To avoid getting sick…
• Don’t eat food purchased from street vendors.
• Don’t drink beverages with ice.
• Don’t eat dairy products unless you know they have been pasteurized.
• Don’t handle animals (especially monkeys, dogs, and cats), to avoid bites and serious diseases (including rabies and plague .
Your major threat will be bug bites. The tics and chiggers are in the grasses and rocks everywhere. One team member had over 300 individual bug bites on just their legs. I have yet to find anything that is real effective to stop from getting bit. .
Do not jump into any water or swim unless the local people say that is a safe place to swim. Don’t urinate in the water. There are fish that will be attracted to your urinary track if you do. Don’t wander into the jungle alone. Don’t put your hands into anything that you can’t see into first. Open and inspect clothes and bedding before putting on or getting into. Look were you put your feet when in the jungle, be aware and you will be safe. Keep your food and bedding closed and zipped. Be careful around the water at night, some types of snakes come out then.
Watch the locals and do as they do and you will be safe. This may seem like a lot of dos and don’ts but these are things that I have learned from my trips to the Amazon and with a little fore warning we will all be that much more safe and comfortable.
Sunscreen with the highest protection factor possible and deet type insect repellant must be applied daily and often. Bring your own. Insect bite cream or anti ich cream should also be brought with you.
I always keep a supply of protein / food bars with me. I take enough to have two a day. Buy some now and test out the kinds you like. It helps you keep control of your stomach and less reliant on people to prepare food for you. If you control your stomach everything else will work out.
What you need to bring with you:
• Long-sleeved shirt, long pants, and a hat to wear while outside whenever possible, to prevent illnesses carried by insects (e.g., malaria, dengue, filariasis, leishmaniasis, and onchocerciasis).
• Insect repellent containing DEET.
• Over-the-counter antidiarrheal medicine to take if you have diarrhea.
• Iodine tablets and water filters to purify water if bottled water is not available. See Do’s above for more detailed information about water filters.
• Sunblock, sunglasses, hat.
• Prescription medications: make sure you have enough to last during your trip, as well as a copy of the prescription(s).

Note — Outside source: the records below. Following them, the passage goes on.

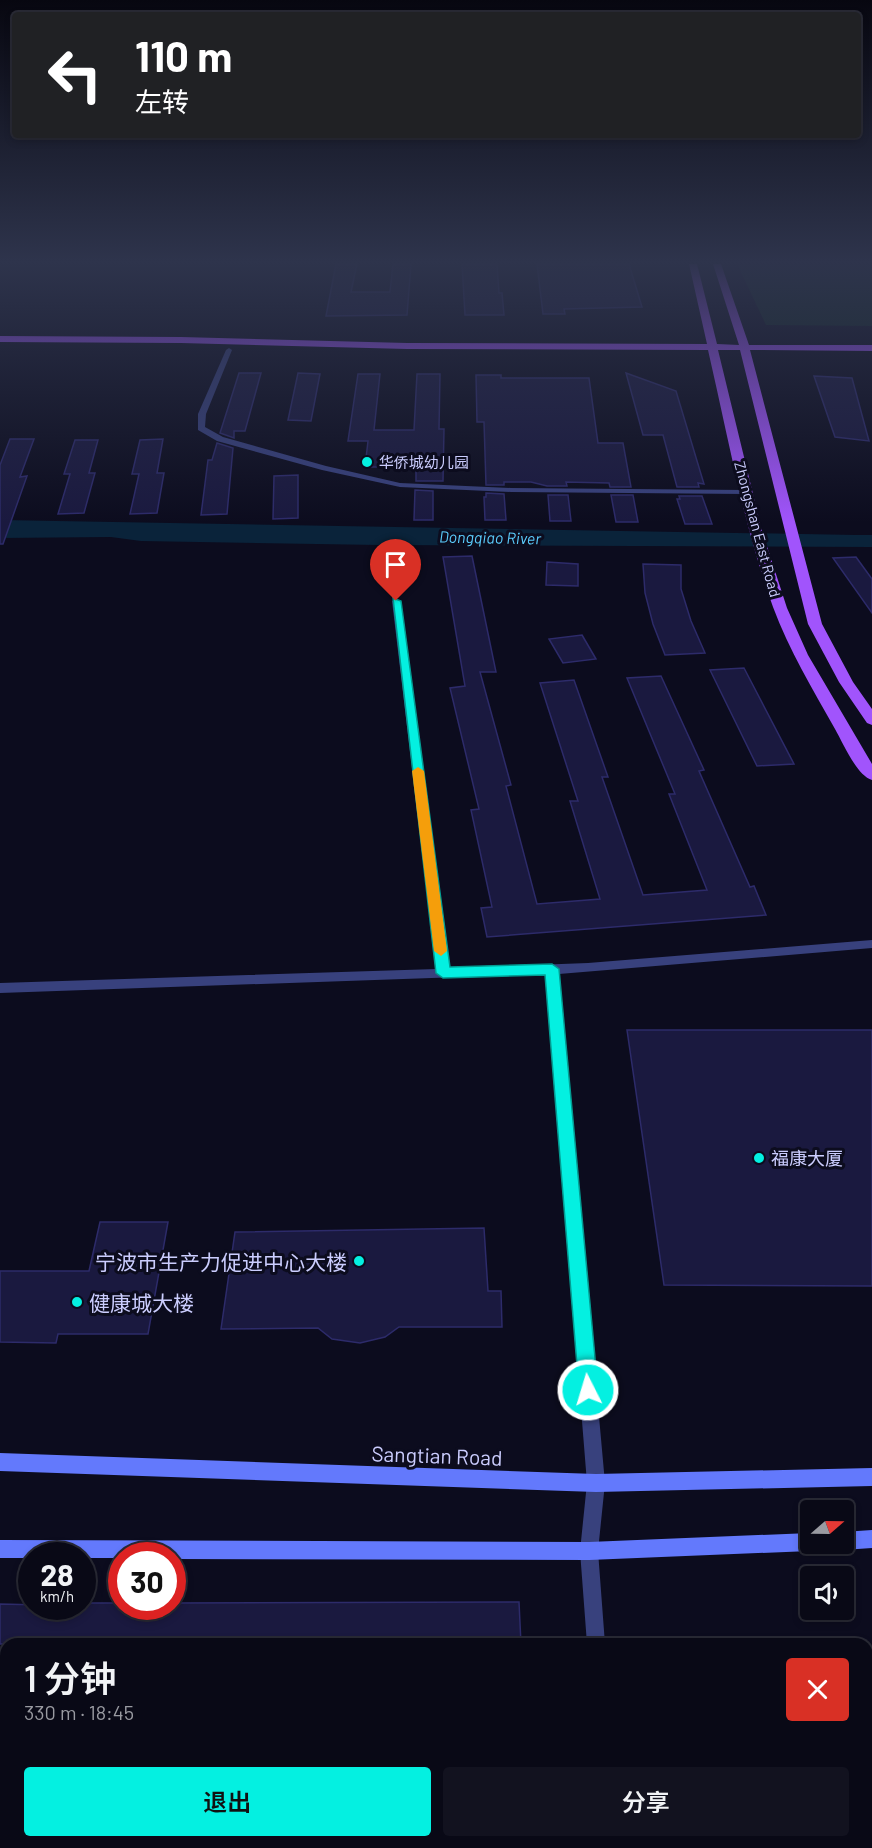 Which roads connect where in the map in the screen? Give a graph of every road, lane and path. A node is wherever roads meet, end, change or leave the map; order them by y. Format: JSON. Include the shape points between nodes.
{"nodes":[{"id":1,"x":229,"y":350,"type":"edge"},
{"id":2,"x":713,"y":350,"type":"edge"},
{"id":3,"x":721,"y":350,"type":"edge"},
{"id":4,"x":777,"y":350,"type":"edge"},
{"id":5,"x":745,"y":351,"type":"junction"},
{"id":6,"x":872,"y":354,"type":"edge"},
{"id":7,"x":746,"y":492,"type":"junction"},
{"id":8,"x":396,"y":601,"type":"dead end"},
{"id":9,"x":872,"y":720,"type":"edge"},
{"id":10,"x":872,"y":775,"type":"edge"},
{"id":11,"x":872,"y":944,"type":"edge"},
{"id":12,"x":552,"y":969,"type":"junction"},
{"id":13,"x":443,"y":973,"type":"junction"},
{"id":14,"x":0,"y":988,"type":"edge"},
{"id":15,"x":0,"y":1462,"type":"edge"},
{"id":16,"x":872,"y":1477,"type":"edge"},
{"id":17,"x":596,"y":1483,"type":"junction"},
{"id":18,"x":872,"y":1539,"type":"edge"},
{"id":19,"x":854,"y":1540,"type":"edge"},
{"id":20,"x":800,"y":1542,"type":"edge"},
{"id":21,"x":0,"y":1548,"type":"edge"},
{"id":22,"x":589,"y":1551,"type":"junction"},
{"id":23,"x":596,"y":1638,"type":"edge"}],
"edges":[{"from":1,"to":7,"type":"street","via":[[202,414],[201,428],[220,440],[400,484],[511,490]]},
{"from":2,"to":7,"type":"main road","name":"Zhongshan East Road"},
{"from":3,"to":5,"type":"main road"},
{"from":4,"to":5,"type":"main road"},
{"from":5,"to":6,"type":"main road"},
{"from":5,"to":9,"type":"main road","name":"Zhongshan East Road","via":[[815,624]]},
{"from":7,"to":10,"type":"main road","name":"Zhongshan East Road","via":[[780,608],[801,655]]},
{"from":8,"to":13,"type":"street"},
{"from":11,"to":12,"type":"street"},
{"from":12,"to":13,"type":"street"},
{"from":12,"to":17,"type":"street"},
{"from":13,"to":14,"type":"street"},
{"from":15,"to":17,"type":"main road","name":"Sangtian Road"},
{"from":16,"to":17,"type":"main road","name":"Sangtian Road"},
{"from":17,"to":22,"type":"street"},
{"from":18,"to":19,"type":"main road"},
{"from":20,"to":22,"type":"main road"},
{"from":21,"to":22,"type":"main road"},
{"from":22,"to":23,"type":"street"}]} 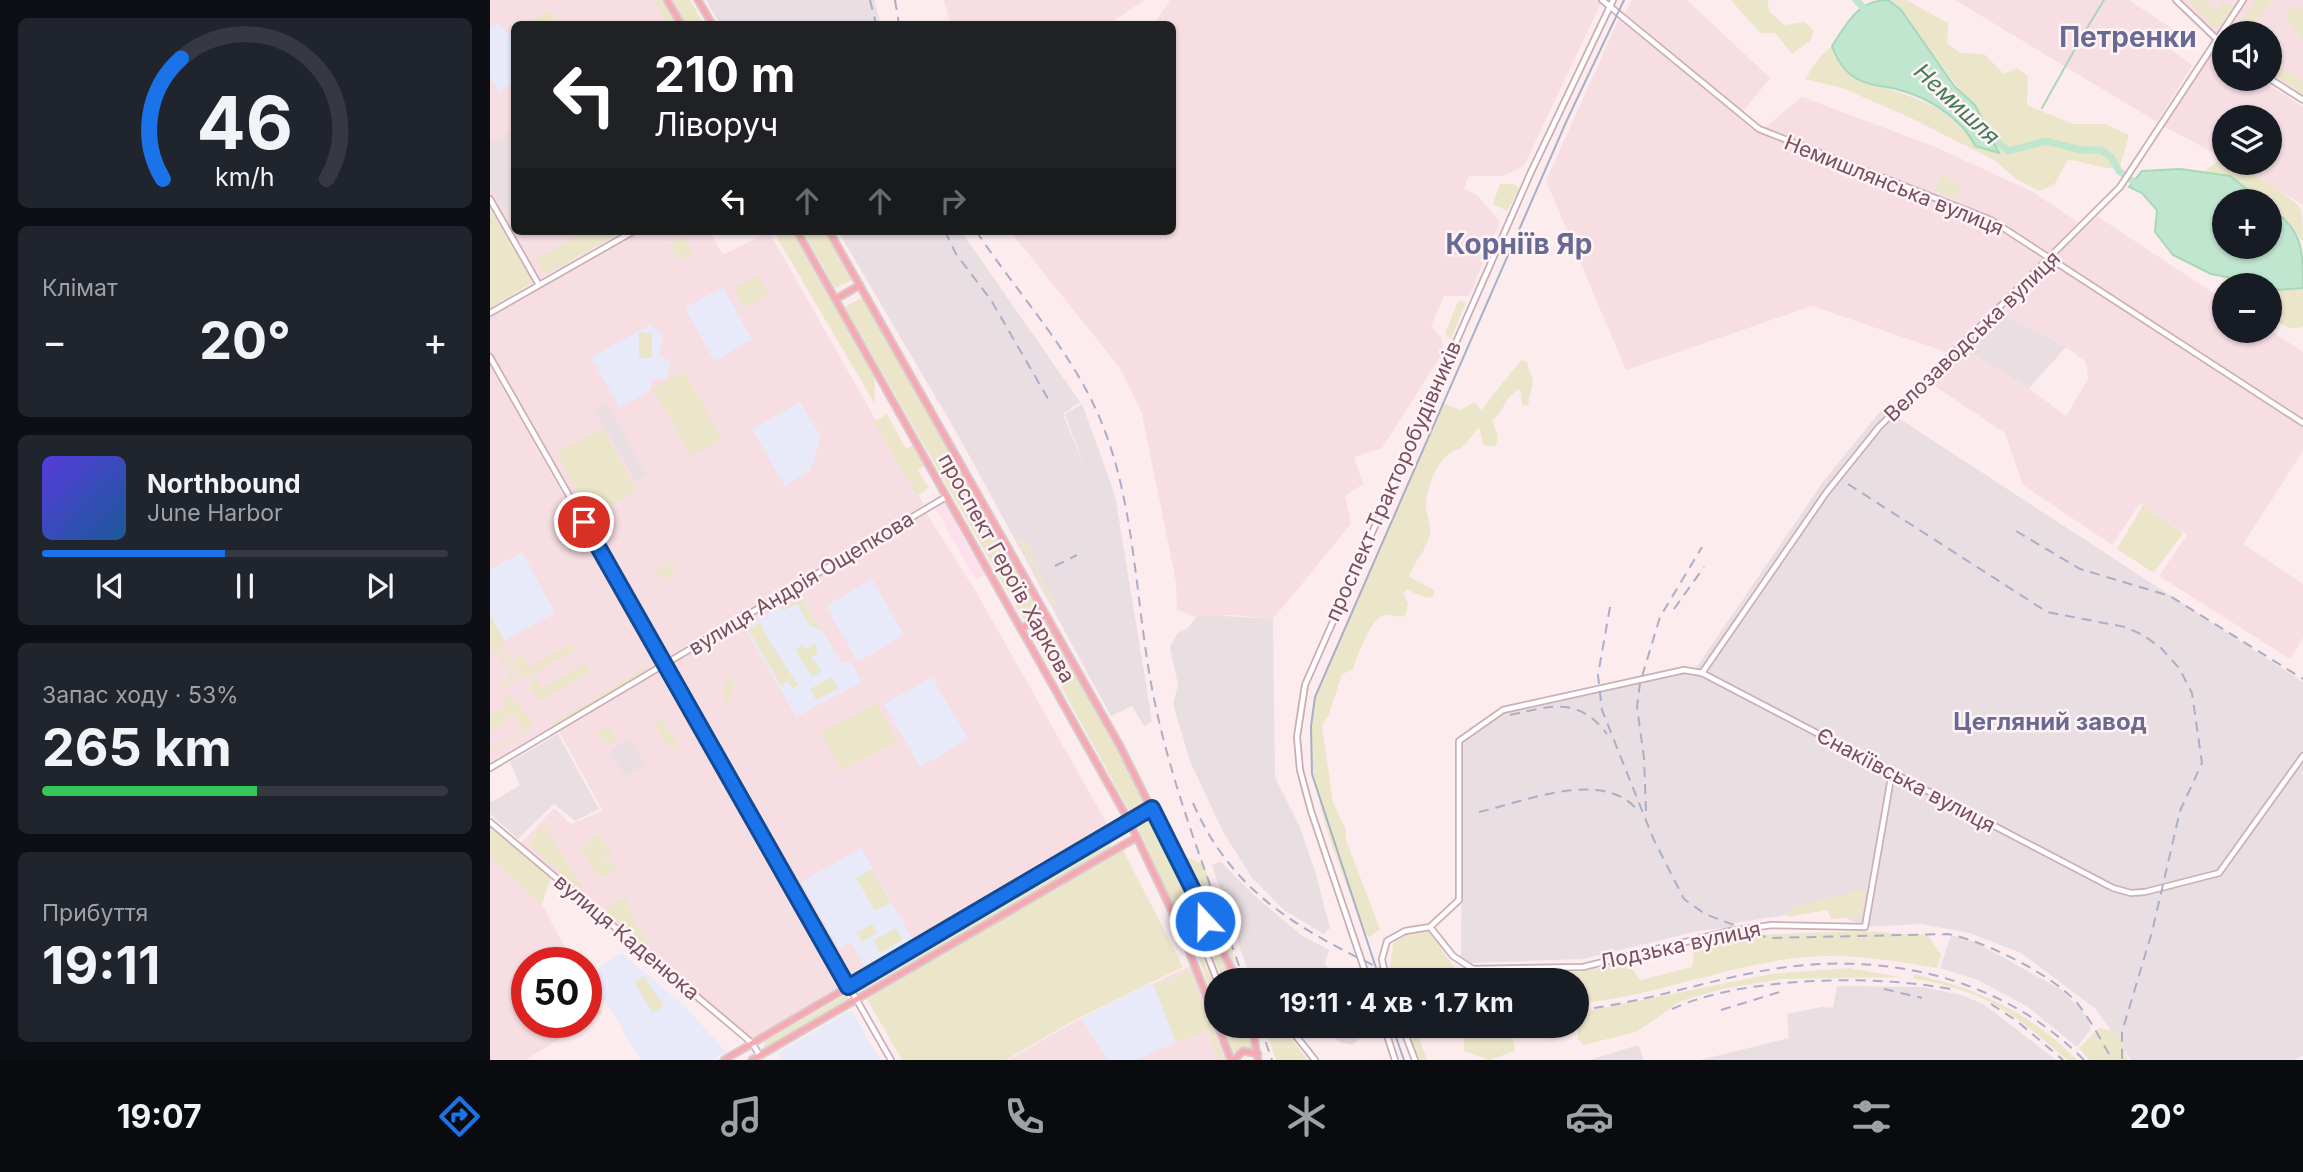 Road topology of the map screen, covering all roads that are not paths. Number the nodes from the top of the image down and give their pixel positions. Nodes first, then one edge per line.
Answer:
1 (667, 0) edge
2 (698, 0) edge
3 (1602, 0) edge
4 (2176, 0) edge
5 (2243, 0) edge
6 (1612, 2) edge
7 (679, 21) edge
8 (710, 21) edge
9 (2229, 21) edge
10 (2212, 36) edge
11 (2212, 46) edge
12 (2282, 87) edge
13 (2303, 100) edge
14 (490, 199) edge
15 (627, 235) edge
16 (799, 235) edge
17 (831, 235) edge
18 (2051, 259) junction
19 (539, 285) junction
20 (860, 285) junction
21 (836, 299) junction
22 (490, 313) edge
23 (490, 357) edge
24 (2303, 423) edge
25 (948, 495) junction
26 (1046, 615) junction
27 (1022, 628) junction
28 (664, 664) junction
29 (1702, 673) junction
30 (2303, 756) edge
31 (490, 768) edge
32 (1892, 772) junction
33 (1152, 808) junction
34 (1129, 821) junction
35 (490, 822) edge
36 (1137, 836) junction
37 (1205, 914) junction
38 (1179, 926) junction
39 (1430, 927) junction
40 (1206, 952) junction
41 (1212, 968) edge
42 (1231, 968) edge
43 (1364, 968) edge
44 (1384, 968) edge
45 (848, 987) junction
46 (1204, 990) edge
47 (856, 1000) junction
48 (1223, 1038) edge
49 (1254, 1038) edge
50 (1298, 1038) edge
51 (1388, 1038) edge
52 (1407, 1038) edge
53 (752, 1043) junction
54 (760, 1056) junction
55 (1258, 1057) edge
56 (724, 1060) edge
57 (752, 1060) edge
58 (891, 1060) edge
59 (1232, 1060) edge
60 (1315, 1060) edge
61 (1395, 1060) edge
62 (1415, 1060) edge

1 - 7 main road
2 - 8 main road
3 - 6 street, Немишлянська вулиця
4 - 10 street
5 - 9 street, Велозаводська вулиця
6 - 18 street, Немишлянська вулиця
6 - 43 street, проспект Тракторобудівників
11 - 18 street, Велозаводська вулиця
12 - 13 street
14 - 19 street
15 - 19 street
16 - 21 main road, проспект Героїв Харкова
17 - 20 main road, проспект Героїв Харкова
18 - 24 street, Немишлянська вулиця
18 - 29 street, Велозаводська вулиця
19 - 22 street
20 - 21 main road
20 - 26 main road, проспект Героїв Харкова
21 - 25 main road, проспект Героїв Харкова
23 - 28 street
25 - 27 main road, проспект Героїв Харкова
25 - 28 street, вулиця Андрія Ощепкова
26 - 27 main road
26 - 33 main road, проспект Героїв Харкова
27 - 34 main road, проспект Героїв Харкова
28 - 31 street, вулиця Андрія Ощепкова
28 - 45 street
29 - 32 street, Єнакіївська вулиця
29 - 39 street, Єнакіївська вулиця
30 - 32 street, Єнакіївська вулиця
32 - 39 street, Лодзька вулиця
33 - 34 main road
33 - 37 main road, проспект Героїв Харкова
34 - 36 main road, проспект Героїв Харкова
34 - 45 main road
35 - 53 street, вулиця Каденюка
36 - 38 main road, проспект Героїв Харкова
36 - 47 main road
37 - 38 main road
37 - 40 street
37 - 42 main road, проспект Героїв Харкова
38 - 40 main road
38 - 46 main road, проспект Героїв Харкова
39 - 44 street
40 - 41 street
45 - 47 street
45 - 53 main road
47 - 54 main road
47 - 58 street
48 - 59 main road
49 - 55 main road
50 - 60 street
51 - 61 street
52 - 62 street
53 - 54 street, вулиця Каденюка
53 - 56 main road
54 - 57 main road
55 - 59 main road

• Voltage is 220 v so bring adapters if you need to.
• After You Return Home:
If you have visited an area where there is risk for malaria, continue taking your malaria medication weekly for 4 weeks after you leave the area. If you become ill with a fever–even as long as a year after your trip–tell your doctor that you traveled to a malaria-infected area
The primary thing is being careful. I never eat anything that’s not Hot. Unless I just picked it off a tree or have just prepared it myself. Water must only be put in your mouth if it was bottled or purified. We will ensure a good water supply for everyone at all times. You should have at least two Nalgean type water bottles; Always keep them full and with you. It will be very hot and extremely high humidity. If you get thirsty you are already dehydrated. You will drink a gallon of water a day or more in these conditions. Never open your mouth in the shower or brush your teeth from the tap water or river water. Drink soda from the bottle; do not use ice or the glass unless you are in a North American ready restaurant. In Lima and Iquitos we will be able get safe reliable food and water but in the jungle it gets a little harder
When in the city be careful as to how you handle money and your gear. You average camera is worth a years wages in many parts of the world. Put it in your pocket when not in use. Keep only the money you may spend for the day in your wallet or pocket, if you get robbed you will only lose a little. I keep my wallet as a toss-wallet, nothing more than a few dollars and things that I can live without. My Passport and my money I keep in a waist pouch. I never take it off. Your US Passport is worth $10,000 on the open market, never lose it or let someone have it. Keep a copy of it in another place in case it gets lost. I take a copy of mine and E-mail it to firstname.lastname@example.org. That way; I can get a copy anytime from anywhere in the world. Just be aware that many things we do flaunt our affluence, and invite being robbed.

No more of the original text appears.